The bankers’ suggestion for a green bond would represent another way for Europeans and Americans to shift at least some of the burden for protecting the climate onto rising powers like China and India and other emerging markets, such as Kenya and Malaysia.
Under the system established under the Kyoto Protocol in 1997, banks and others are encouraged to finance carbon-reduction projects in countries in exchange for permits that can be sold on carbon markets in Europe.
But that system has been plagued with difficulties and the United Nations, which monitors it, has delayed a number of investments because of dubious emissions reductions. Currently, carbon trading under the U.N. mechanism is only worth about $4 billion annually, and Western banks are reluctant to increase their stakes because of the uncertainty, according to Henry Derwent, the president of I.E.T.A.
Under the proposed new system, banks and financiers would buy “green bonds” backed by guarantees from international lenders, possibly including the World Bank, the Asian Development Bank and the Inter-American Development Bank, according to Mr. Derwent.
Developing nations would service debts on the low-interest bonds, partly by selling streams of carbon permits into international markets. And to ensure the carbon reductions were real, representatives from international lenders would punish countries that failed to make proper cuts in emissions by raising their future costs of borrowing for such programs.

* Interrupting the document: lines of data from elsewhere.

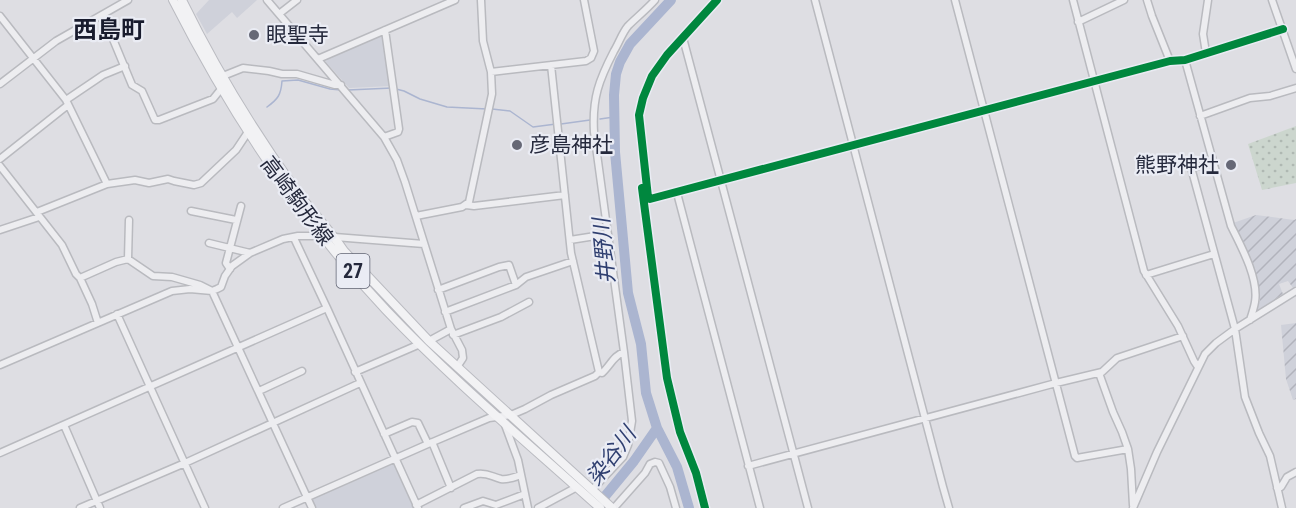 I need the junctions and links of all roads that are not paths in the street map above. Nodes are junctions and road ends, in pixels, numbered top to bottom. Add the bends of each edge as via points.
1 (128, 0) edge
2 (173, 0) edge
3 (183, 0) edge
4 (267, 0) edge
5 (297, 0) edge
6 (455, 0) edge
7 (480, 0) edge
8 (584, 0) edge
9 (655, 0) edge
10 (717, 0) edge
11 (815, 0) edge
12 (955, 0) edge
13 (1073, 0) edge
14 (1124, 0) edge
15 (1147, 0) edge
16 (1208, 0) edge
17 (1272, 0) edge
18 (279, 14) junction
19 (103, 15) junction
20 (0, 16) edge
21 (1078, 22) junction
22 (1283, 29) junction
23 (385, 30) junction
24 (683, 38) junction
25 (1206, 53) junction
26 (33, 58) junction
27 (318, 59) junction
28 (1185, 60) junction
29 (1170, 61) junction
30 (551, 65) junction
31 (125, 66) junction
32 (1296, 69) edge
33 (490, 72) junction
34 (223, 76) junction
35 (1095, 82) junction
36 (0, 84) edge
37 (341, 85) junction
38 (1296, 88) edge
39 (221, 89) junction
40 (67, 103) junction
41 (985, 110) junction
42 (1200, 116) junction
43 (248, 132) junction
44 (384, 137) junction
45 (853, 146) junction
46 (0, 159) edge
47 (1213, 161) junction
48 (0, 166) edge
49 (721, 181) junction
50 (107, 184) junction
51 (677, 193) junction
52 (565, 195) junction
53 (648, 197) junction
54 (466, 205) junction
55 (241, 206) dead end
56 (644, 206) dead end
57 (191, 211) dead end
58 (38, 214) junction
59 (416, 216) junction
60 (129, 220) dead end
61 (236, 220) junction
62 (0, 230) edge
63 (608, 234) junction
64 (321, 236) junction
65 (334, 237) junction
66 (294, 238) junction
67 (570, 240) junction
68 (209, 243) dead end
69 (424, 244) junction
70 (230, 248) junction
71 (250, 254) junction
72 (1214, 254) junction
73 (128, 259) junction
74 (573, 261) junction
75 (230, 269) junction
76 (1146, 275) junction
77 (80, 278) junction
78 (516, 285) junction
79 (438, 290) junction
80 (212, 291) junction
81 (1296, 291) edge
82 (529, 302) dead end
83 (327, 308) junction
84 (445, 312) junction
85 (117, 314) junction
86 (1250, 321) junction
87 (98, 323) junction
88 (1235, 329) junction
89 (452, 333) junction
90 (1183, 336) junction
91 (429, 341) junction
92 (420, 344) junction
93 (239, 346) junction
94 (624, 352) junction
95 (0, 365) edge
96 (457, 367) junction
97 (1198, 367) junction
98 (302, 371) dead end
99 (355, 372) junction
100 (599, 372) junction
101 (1099, 373) junction
102 (1056, 383) junction
103 (360, 384) junction
104 (151, 386) junction
105 (259, 391) junction
106 (511, 415) junction
107 (925, 418) junction
108 (501, 420) junction
109 (274, 423) junction
110 (63, 425) junction
111 (384, 434) junction
112 (430, 443) junction
113 (1128, 449) junction
114 (0, 453) edge
115 (793, 453) junction
116 (395, 459) junction
117 (185, 463) junction
118 (748, 465) junction
119 (1296, 472) edge
120 (521, 475) junction
121 (577, 487) junction
122 (451, 488) junction
123 (1278, 488) junction
124 (591, 493) junction
125 (525, 494) junction
126 (307, 497) junction
127 (96, 500) junction
128 (417, 506) edge
129 (80, 508) edge
130 (100, 508) edge
131 (205, 508) edge
132 (283, 508) edge
133 (312, 508) edge
134 (464, 508) edge
135 (528, 508) edge
136 (538, 508) edge
137 (600, 508) edge
138 (612, 508) edge
139 (676, 508) edge
140 (760, 508) edge
141 (808, 508) edge
142 (950, 508) edge
143 (1133, 508) edge
144 (1282, 508) edge

1 - 19 street
2 - 39 main road, 高崎駒形線 / 27
3 - 34 main road, 高崎駒形線 / 27
4 - 18 street
5 - 18 street
6 - 23 street
7 - 33 street
8 - 30 street via 594,51 591,58
9 - 63 street via 622,36 596,95 594,132
10 - 24 street
11 - 45 street
12 - 41 street
13 - 21 street
14 - 21 street
15 - 29 street
16 - 25 street via 1203,34
17 - 22 street
18 - 27 street
19 - 26 street
19 - 31 street
20 - 26 street
21 - 35 street
22 - 25 street
22 - 32 street
23 - 27 street
23 - 44 street via 399,129
24 - 49 street
24 - 53 street via 652,76 640,106
25 - 28 street
26 - 36 street
26 - 40 street
27 - 37 street
28 - 29 street
28 - 42 street
29 - 35 street
30 - 33 street
30 - 52 street
31 - 39 street via 132,85 142,91 155,120 213,99
31 - 40 street via 103,75
33 - 54 street via 492,94
34 - 37 street via 243,68 297,74
34 - 65 main road, 高崎駒形線 / 27 via 296,190
35 - 41 street
35 - 76 street
37 - 44 street
38 - 42 street via 1250,98
39 - 43 main road, 高崎駒形線 / 27
40 - 46 street
40 - 50 street
41 - 45 street
41 - 102 street
42 - 47 street
43 - 50 street via 236,150 201,183 168,179
43 - 64 main road, 高崎駒形線 / 27
44 - 59 street via 397,160
45 - 49 street
45 - 107 street
47 - 72 street via 1192,171
47 - 86 street via 1231,226 1253,279 1256,300
48 - 58 street
49 - 51 street
49 - 115 street
50 - 58 street
51 - 53 street
51 - 118 street
52 - 54 street
52 - 67 street
53 - 56 street
54 - 59 street
55 - 61 street
57 - 61 street
58 - 62 street
58 - 77 street via 62,245
59 - 69 street
60 - 73 street
61 - 70 street
63 - 67 street
63 - 94 street
64 - 65 street
64 - 66 street
64 - 92 main road, 高崎駒形線 / 27
65 - 69 street
65 - 91 main road, 高崎駒形線 / 27
66 - 71 street
66 - 83 street
67 - 74 street
68 - 70 street
69 - 79 street
70 - 71 street
70 - 75 street via 226,263
71 - 75 street
72 - 76 street
72 - 88 street
73 - 77 street
73 - 80 street via 153,276 172,277
74 - 78 street via 526,277
74 - 100 street
75 - 80 street via 221,287
76 - 90 street
77 - 87 street
78 - 79 street via 509,265
78 - 84 street
79 - 84 street
80 - 85 street via 172,291
80 - 93 street
81 - 86 street
82 - 89 street via 501,317
83 - 93 street
83 - 99 street
84 - 89 street
85 - 87 street
85 - 104 street
86 - 88 street
87 - 95 street
88 - 97 street via 1210,348
88 - 123 street via 1245,397 1270,456
89 - 91 street
89 - 96 street via 462,350 463,358
90 - 97 street
90 - 101 street via 1117,358
91 - 96 main road, 高崎駒形線 / 27
92 - 99 street
92 - 108 main road, 高崎駒形線 / 27
93 - 104 street
93 - 105 street
94 - 100 street
94 - 124 street via 632,421 628,446
96 - 106 main road, 高崎駒形線 / 27
97 - 143 street
98 - 105 street
99 - 103 street
100 - 106 street
101 - 102 street
101 - 113 street
102 - 107 street
102 - 113 street via 1077,458
103 - 109 street
103 - 111 street
104 - 110 street
104 - 117 street
105 - 109 street
106 - 108 street
106 - 124 main road, 高崎駒形線 / 27
107 - 115 street
107 - 142 street
108 - 112 street via 489,418
108 - 120 street
108 - 121 main road, 高崎駒形線 / 27
109 - 117 street
109 - 126 street
110 - 114 street
110 - 127 street
111 - 112 street via 418,423
111 - 116 street
112 - 116 street
112 - 122 street
113 - 143 street
115 - 118 street
115 - 141 street
116 - 126 street
116 - 128 street
117 - 127 street
117 - 131 street
118 - 140 street
119 - 123 street
120 - 122 street via 502,479 484,472
120 - 125 street
121 - 124 main road, 高崎駒形線 / 27
121 - 136 street
122 - 128 street
123 - 144 street
124 - 137 main road, 27
124 - 138 main road, 27
125 - 134 street via 496,505 483,501
125 - 135 street
126 - 132 street
126 - 133 street
127 - 129 street
127 - 130 street
138 - 139 street via 655,462 670,487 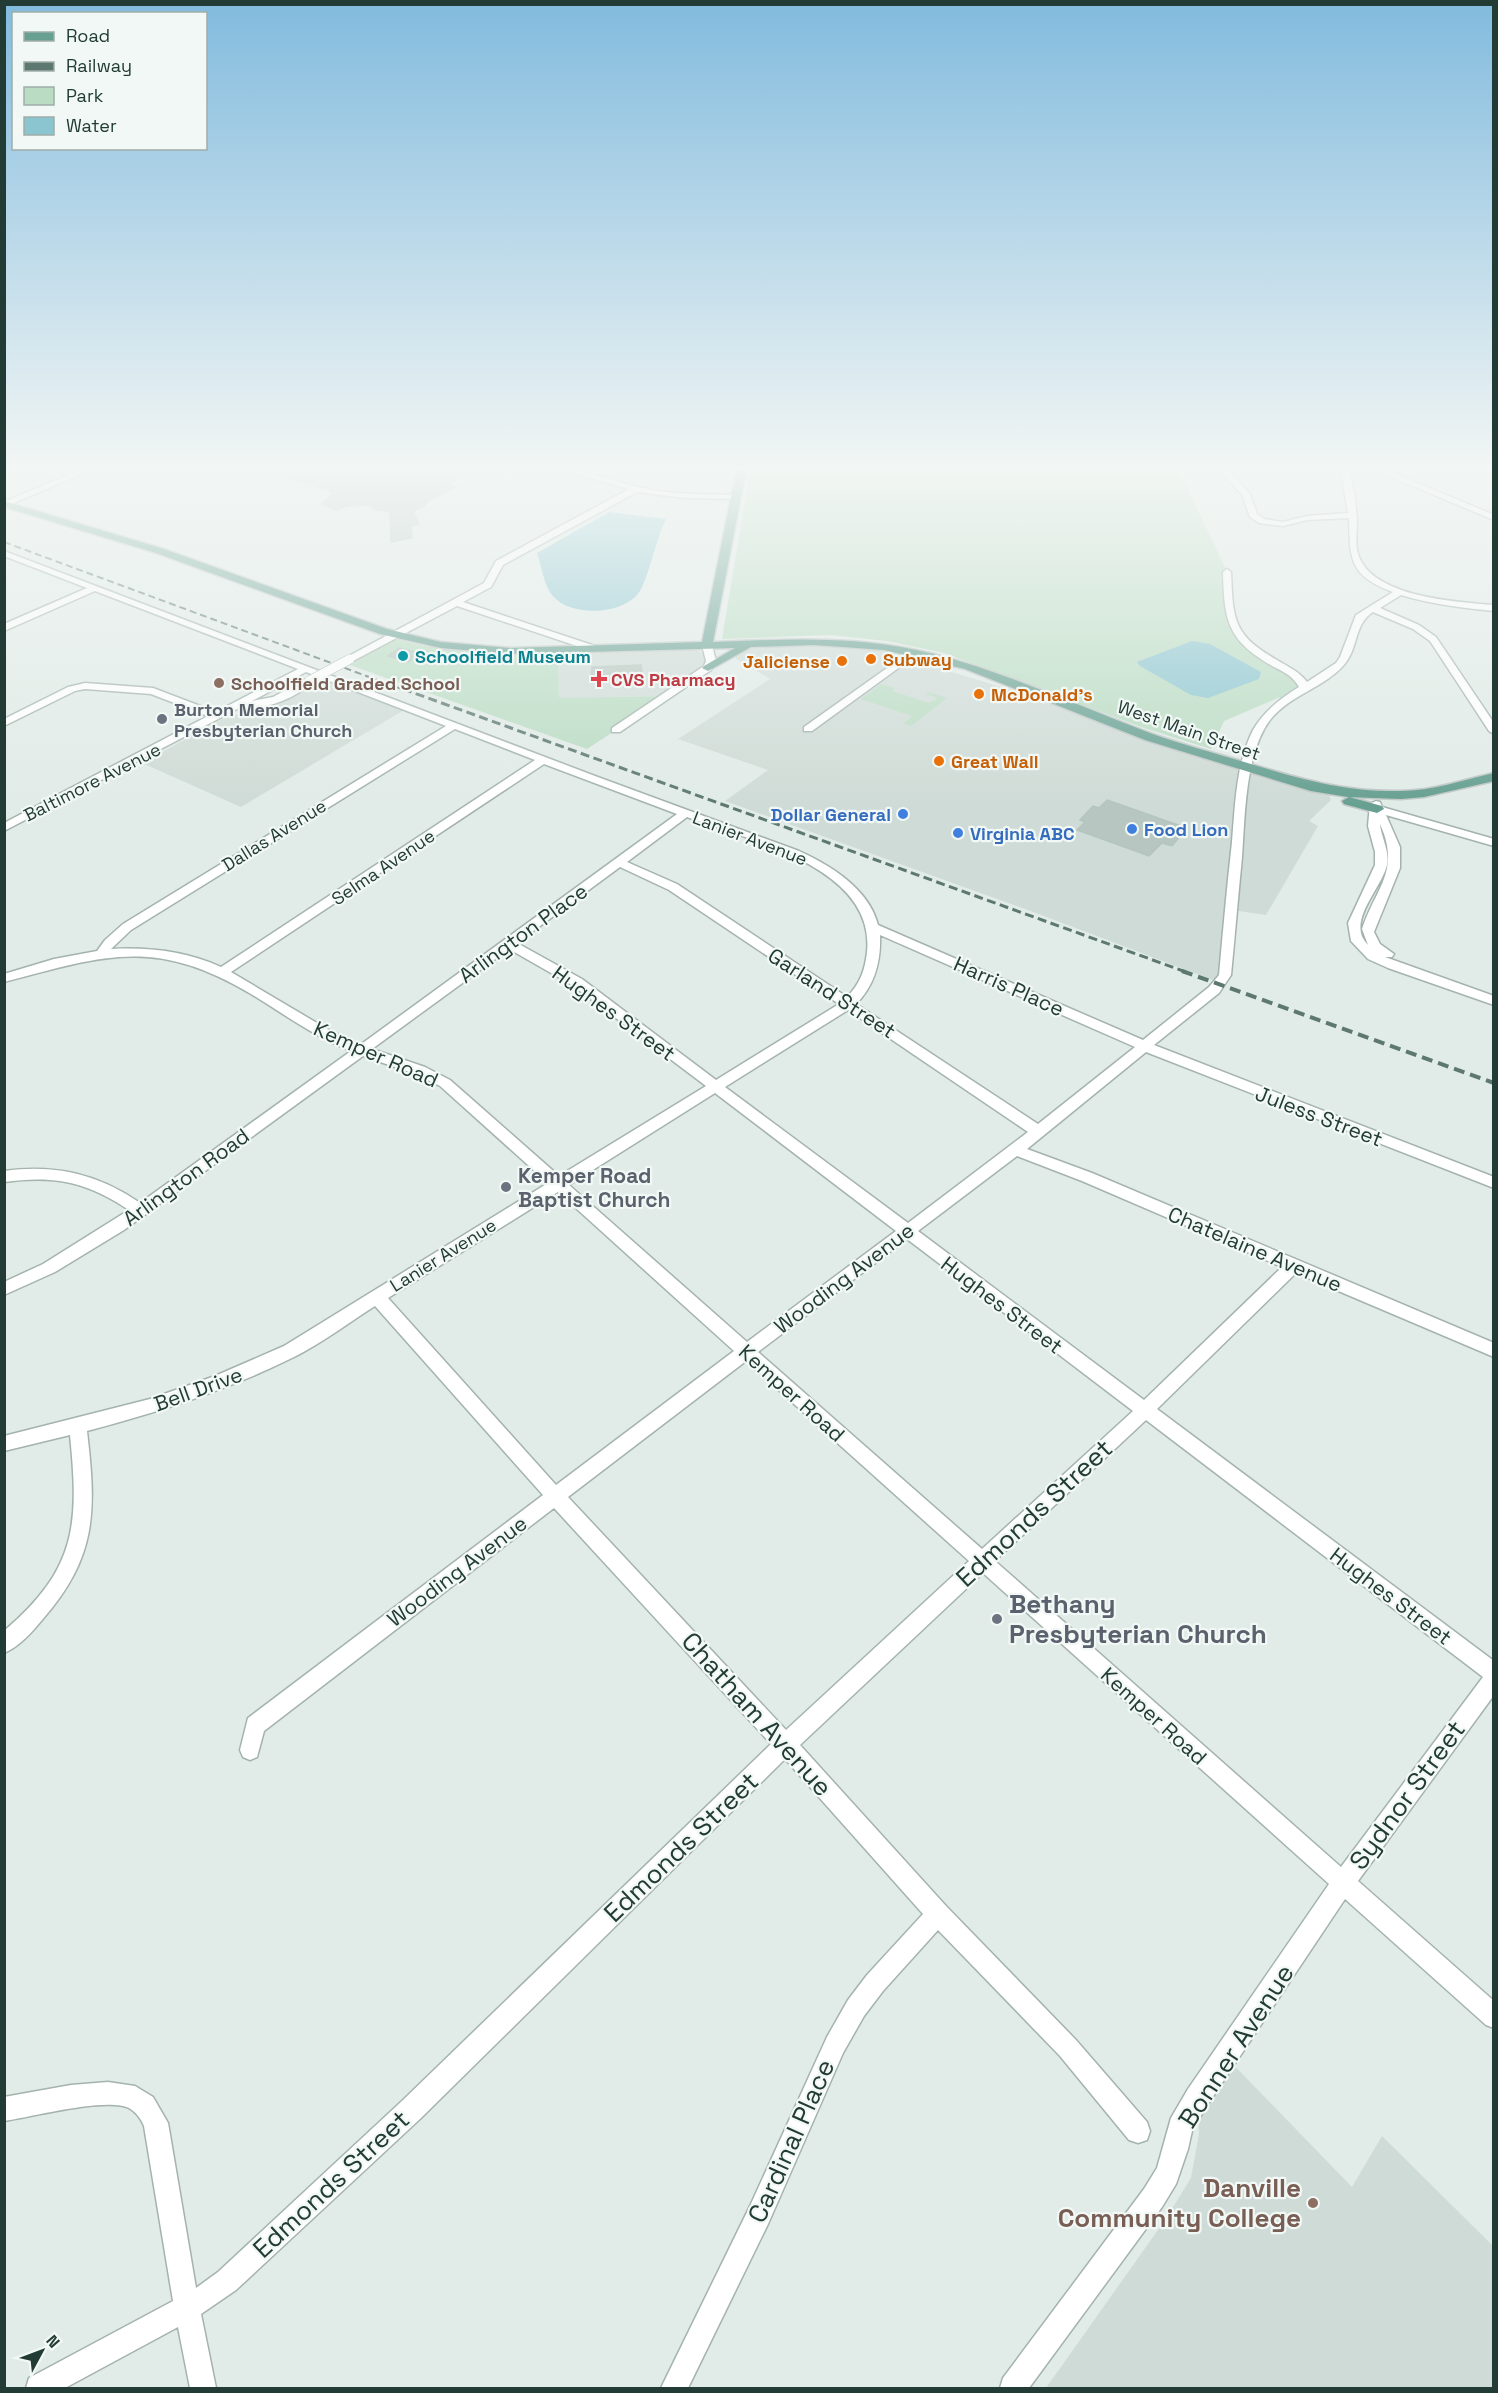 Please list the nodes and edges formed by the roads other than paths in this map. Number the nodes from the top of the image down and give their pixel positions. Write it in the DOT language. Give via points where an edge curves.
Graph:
graph roads {
  1 [pos="82,583"];
  2 [pos="248,583"];
  3 [pos="489,583"];
  4 [pos="719,583"];
  5 [pos="1227,583"];
  6 [pos="1380,583"];
  7 [pos="95,588"];
  8 [pos="1401,591"];
  9 [pos="455,602"];
  10 [pos="1372,608"];
  11 [pos="1494,608"];
  12 [pos="4,628"];
  13 [pos="393,635"];
  14 [pos="749,644"];
  15 [pos="707,645"];
  16 [pos="595,649"];
  17 [pos="914,653"];
  18 [pos="307,668"];
  19 [pos="708,668"];
  20 [pos="1305,688"];
  21 [pos="241,702"];
  22 [pos="216,716"];
  23 [pos="4,723"];
  24 [pos="455,725"];
  25 [pos="808,729"];
  26 [pos="616,730"];
  27 [pos="1494,731"];
  28 [pos="543,760"];
  29 [pos="1246,769"];
  30 [pos="1494,777"];
  31 [pos="1376,802"];
  32 [pos="685,813"];
  33 [pos="1403,815"];
  34 [pos="4,828"];
  35 [pos="1494,835"];
  36 [pos="1494,843"];
  37 [pos="1381,858"];
  38 [pos="1395,861"];
  39 [pos="620,863"];
  40 [pos="1371,888"];
  41 [pos="1386,892"];
  42 [pos="1356,919"];
  43 [pos="1370,923"];
  44 [pos="873,927"];
  45 [pos="507,943"];
  46 [pos="101,954"];
  47 [pos="1402,965"];
  48 [pos="221,973"];
  49 [pos="4,978"];
  50 [pos="1494,991"];
  51 [pos="1494,1001"];
  52 [pos="848,1004"];
  53 [pos="1146,1047"];
  54 [pos="359,1051"];
  55 [pos="714,1088"];
  56 [pos="1039,1132"];
  57 [pos="1016,1150"];
  58 [pos="4,1177"];
  59 [pos="558,1183"];
  60 [pos="1494,1183"];
  61 [pos="140,1210"];
  62 [pos="906,1232"];
  63 [pos="1293,1266"];
  64 [pos="4,1289"];
  65 [pos="377,1297"];
  66 [pos="1494,1350"];
  67 [pos="745,1352"];
  68 [pos="1144,1411"];
  69 [pos="78,1427"];
  70 [pos="4,1444"];
  71 [pos="555,1496"];
  72 [pos="981,1563"];
  73 [pos="4,1644"];
  74 [pos="1494,1673"];
  75 [pos="1494,1678"];
  76 [pos="786,1744"];
  77 [pos="250,1750"];
  78 [pos="1343,1883"];
  79 [pos="938,1914"];
  80 [pos="1494,2017"];
  81 [pos="4,2109"];
  82 [pos="1138,2131"];
  83 [pos="188,2308"];
  84 [pos="39,2388"];
  85 [pos="203,2388"];
  86 [pos="674,2388"];
  87 [pos="1014,2388"];
  1 -- 7 [label="street, Lanier Avenue"];
  2 -- 13 [label="main road, West Main Street"];
  3 -- 9 [label="street"];
  4 -- 15 [label="main road"];
  5 -- 20 [label="street" via="1228,608 1237,636 1253,651 1296,675"];
  6 -- 8 [label="street"];
  7 -- 12 [label="street"];
  7 -- 18 [label="street, Lanier Avenue"];
  8 -- 10 [label="street, Wooding Avenue"];
  8 -- 11 [label="street" via="1434,601"];
  9 -- 13 [label="street"];
  9 -- 16 [label="street"];
  10 -- 20 [label="street, Wooding Avenue" via="1355,623 1346,657"];
  10 -- 27 [label="street" via="1433,639"];
  13 -- 16 [label="main road, West Main Street" via="468,649"];
  13 -- 21 [label="street, bridge" via="268,703"];
  14 -- 15 [label="main road, West Main Street"];
  14 -- 17 [label="main road, West Main Street" via="837,643"];
  14 -- 19 [label="main road"];
  15 -- 16 [label="main road, West Main Street"];
  15 -- 19 [label="street" via="711,661"];
  17 -- 25 [label="street"];
  17 -- 29 [label="main road, West Main Street" via="969,667 1122,728"];
  18 -- 21 [label="street, Baltimore Avenue"];
  18 -- 24 [label="street, Lanier Avenue"];
  19 -- 26 [label="street"];
  20 -- 29 [label="street, Wooding Avenue" via="1263,721"];
  21 -- 22 [label="street, Baltimore Avenue"];
  22 -- 23 [label="street" via="153,691 86,686 72,689"];
  22 -- 34 [label="street, Baltimore Avenue"];
  24 -- 28 [label="street, Lanier Avenue"];
  24 -- 46 [label="street, Dallas Avenue" via="127,927"];
  28 -- 32 [label="street, Lanier Avenue"];
  28 -- 48 [label="street, Selma Avenue"];
  29 -- 31 [label="main road, West Main Street"];
  29 -- 53 [label="street, Wooding Avenue" via="1225,975 1214,990"];
  30 -- 31 [label="main road"];
  31 -- 33 [label="street"];
  31 -- 37 [label="street" via="1374,826"];
  31 -- 38 [label="street" via="1390,829"];
  32 -- 39 [label="street, Arlington Place"];
  32 -- 44 [label="street, Lanier Avenue" via="822,866 855,894"];
  33 -- 35 [label="street" via="1424,816"];
  33 -- 36 [label="street"];
  37 -- 38 [label="street"];
  37 -- 40 [label="street"];
  38 -- 41 [label="street" via="1395,872"];
  39 -- 45 [label="street, Arlington Place"];
  39 -- 52 [label="street, Garland Street" via="673,887"];
  40 -- 41 [label="street"];
  40 -- 42 [label="street"];
  41 -- 43 [label="street"];
  42 -- 43 [label="street"];
  42 -- 47 [label="street" via="1354,932 1360,945 1372,956"];
  43 -- 47 [label="street" via="1368,932 1375,946"];
  44 -- 52 [label="street, Lanier Avenue" via="871,971"];
  44 -- 53 [label="street, Harris Place"];
  45 -- 54 [label="street, Arlington Place"];
  45 -- 55 [label="street, Hughes Street" via="577,982"];
  46 -- 48 [label="street, Kemper Road" via="163,954 195,961"];
  46 -- 49 [label="street, Kemper Road"];
  47 -- 50 [label="street"];
  47 -- 51 [label="street"];
  48 -- 54 [label="street, Kemper Road"];
  52 -- 55 [label="street, Lanier Avenue"];
  52 -- 56 [label="street, Garland Street"];
  53 -- 56 [label="street, Wooding Avenue"];
  53 -- 60 [label="street, Juless Street"];
  54 -- 59 [label="street, Kemper Road" via="445,1083"];
  54 -- 61 [label="street, Arlington Road"];
  55 -- 59 [label="street, Lanier Avenue"];
  55 -- 62 [label="street, Hughes Street"];
  56 -- 57 [label="street, Wooding Avenue"];
  57 -- 62 [label="street, Wooding Avenue"];
  57 -- 63 [label="street, Chatelaine Avenue"];
  58 -- 61 [label="street" via="40,1173 79,1177"];
  59 -- 65 [label="street, Lanier Avenue"];
  59 -- 67 [label="street, Kemper Road"];
  61 -- 64 [label="street, Arlington Road" via="89,1246"];
  62 -- 67 [label="street, Wooding Avenue"];
  62 -- 68 [label="street, Hughes Street"];
  63 -- 66 [label="street, Chatelaine Avenue"];
  63 -- 68 [label="street, Edmonds Street"];
  65 -- 69 [label="street, Bell Drive" via="290,1351 247,1372 160,1404"];
  65 -- 71 [label="street, Chatham Avenue"];
  67 -- 71 [label="street, Wooding Avenue"];
  67 -- 72 [label="street, Kemper Road"];
  68 -- 72 [label="street, Edmonds Street"];
  68 -- 74 [label="street, Hughes Street"];
  69 -- 70 [label="street, Bell Drive"];
  69 -- 73 [label="street" via="82,1521 77,1543 54,1589"];
  71 -- 76 [label="street, Chatham Avenue"];
  71 -- 77 [label="street, Wooding Avenue" via="255,1725"];
  72 -- 76 [label="street, Edmonds Street"];
  72 -- 78 [label="street, Kemper Road"];
  75 -- 78 [label="street, Sydnor Street"];
  76 -- 79 [label="street, Chatham Avenue"];
  76 -- 83 [label="street, Edmonds Street" via="403,2116 227,2281"];
  78 -- 80 [label="street, Kemper Road"];
  78 -- 87 [label="street, Bonner Avenue" via="1197,2098 1180,2127 1167,2175 1153,2198"];
  79 -- 82 [label="street, Chatham Avenue" via="1068,2048"];
  79 -- 86 [label="street, Cardinal Place" via="875,1983 835,2044 759,2215"];
  81 -- 83 [label="street" via="117,2092 148,2108 156,2122"];
  83 -- 84 [label="street, Edmonds Street"];
  83 -- 85 [label="street"];
}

I.E.T.A. plans to formally propose the measure at a major three-day trade fair for carbon markets in Cologne that it has organized in conjunction with the World Bank. The fair starts on Wednesday.
Vikram Widge, the global head for carbon finance at the International Finance Corporation, an affiliate of the World Bank, said his group issued a green bond of its own this year but without the prospect of the kind of penalties Mr. Derwent envisages. He noted that I.F.C. works only with the private sector in emerging markets, but that such guarantees as proposed by I.E.T.A. might be considered by the World Bank, which works with governments.
For such a system to work, the European Union also would have to approve the use of carbon permits from the green bond system.
Ms. Hedegaard’s proposal, which is to be voted on Wednesday by the European Commission, also could represent a huge boost for carbon markets.
The paper says the recession and subsequent fall in pollution made reaching the agreed-on target for emission reductions — 20 percent from 1990 levels — more manageable, and it says that surplus permits and other factors could even make cutting emissions by as much as 30 percent viable.
Among other things, she was to outline ways in which national governments could withhold large quantities of permits from the market to raise demand and increase their price, according to officials who had seen the latest draft. They asked not to be identified because the official announcement would be made on Wednesday and could still be modified.
Ms. Hedegaard also would leave the way open to recognizing future credits from reductions made overseas, including the existing U.N. system or from new projects like the green bonds.
If the European Commission agrees on the report Wednesday, it then would formally call on E.U. heads of state and governments to consider the proposals at a summit meeting on June 17.